Place de la Daurade, 20h. Plus de 500 personnes sont réunies devant une scène, toutes assises, l’élection n’est pas réellement ce qui semble les passionner. Les résultats tombent : Marine Le Pen ne sera pas Présidente de la République. C’est cette phrase qu’on entend dans le brouhaha, et non  “Emmanuel Macron sera notre Président”.

Et c’est compréhensible : à Toulouse, la participation au second tour des présidentielles était de seulement 67,40%, presque 8% en dessous de la moyenne nationale. Durant ces deux dernières semaines des manifestations ont eu lieu dans le centre de la ville, pour soutenir le mouvement “Ni Macron, ni Le Pen”. Alors même si à Toulouse le candidat d’En Marche a fait plus de 82%, il n’a pas convaincu tout le monde.

L’abstention comme un message

Sur la place de la Daurade, des groupes se créent et discutent de ce résultat qui, pour eux, était “prévisible”. Arthur, étudiant en biotechnologie à l’Université Paul Sabatier, soutient que dès les résultats du premier tour, Macron était notre nouveau président. “ C’était une évidence en fait. Mais même avec le danger du Front National au second tour, c’était impossible pour moi de voter. Il y a une différence entre l’abstention parce qu’on ne se sent pas impliqué et l’abstention par conviction. Je ne me voyais pas donner ma voix à un homme qui ne m’attire en rien : sa vision politique ou humaine, ses idées … Et bizarrement, je n’ai aucun ami qui se soit déplacé pour aller voter non plus.”  Car pour Arthur et ses amis, c’est le principal problème : ne pas se reconnaître dans un programme.
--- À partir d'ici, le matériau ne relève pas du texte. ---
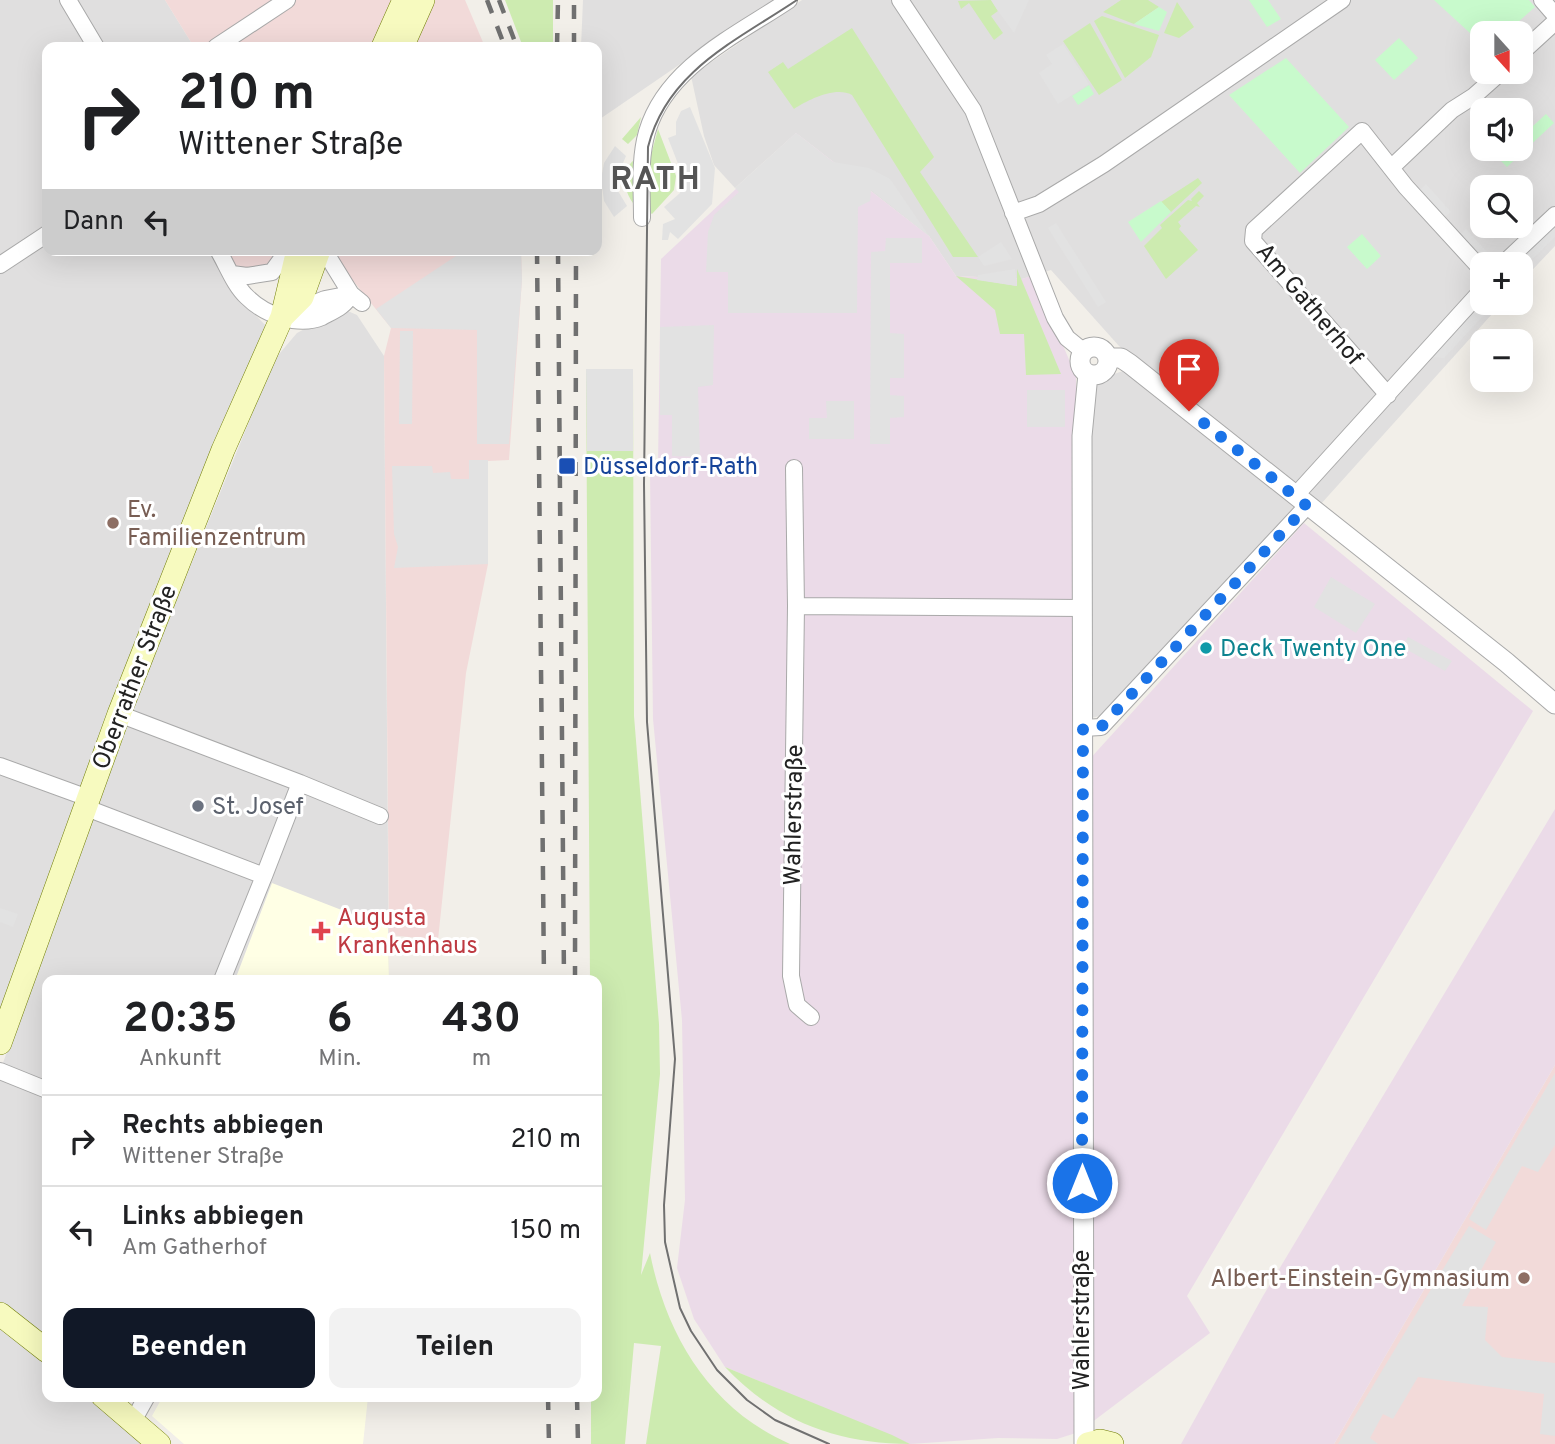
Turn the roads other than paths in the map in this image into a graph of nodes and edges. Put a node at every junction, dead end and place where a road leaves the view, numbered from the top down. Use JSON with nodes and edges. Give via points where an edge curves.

Eux qui avaient voté au premier tour pour le candidat de la France Insoumise ne voulaient pas se résoudre à “donner un coup de pouce à Macron” comme le dit Isa, étudiante en sciences humaines à l’Université II Jean-Jaurès. “Pour moi ça ne changera absolument rien de ce qu’on connait déjà, en fait. C’est juste 5 ans de plus, avec un président comme tous les autres, en attendant 5 ans qu’on élise le suivant.

L’abstention comme un vote “qui compte” ?

Car si des étudiants se sont abstenus, ils aimeraient que ce soit pris en compte lors des élections. Pour eux, l’absence de vote résulte d’un réel problème dans le processus démocratique. “Cela montre forcément qu’il y a tout à refaire, si autant de gens ne se retrouvent pas dans ces propositions” explique Anthony, étudiant à la TBS. “Si l’on avait compté le taux d’abstention de 22% au premier tour, Marine Le Pen ne serait arrivée que troisième avec 21%. Je pense qu’on devrait comptabiliser au moins le vote blanc : s’il atteint un seuil majoritaire, on recommence toute l’élection.

Ce sera le sujet de discussion suivant. À peine quelques minutes après les résultats, les groupes de gens se dirigent vers les berges de la Garonne. Ils se rassemblent, d’autres les rejoignent. Ils commencent à manifester en brandissant des banderoles sur lesquelles sont écrits des messages. L’une d’elle affiche “ Pas mon Président”.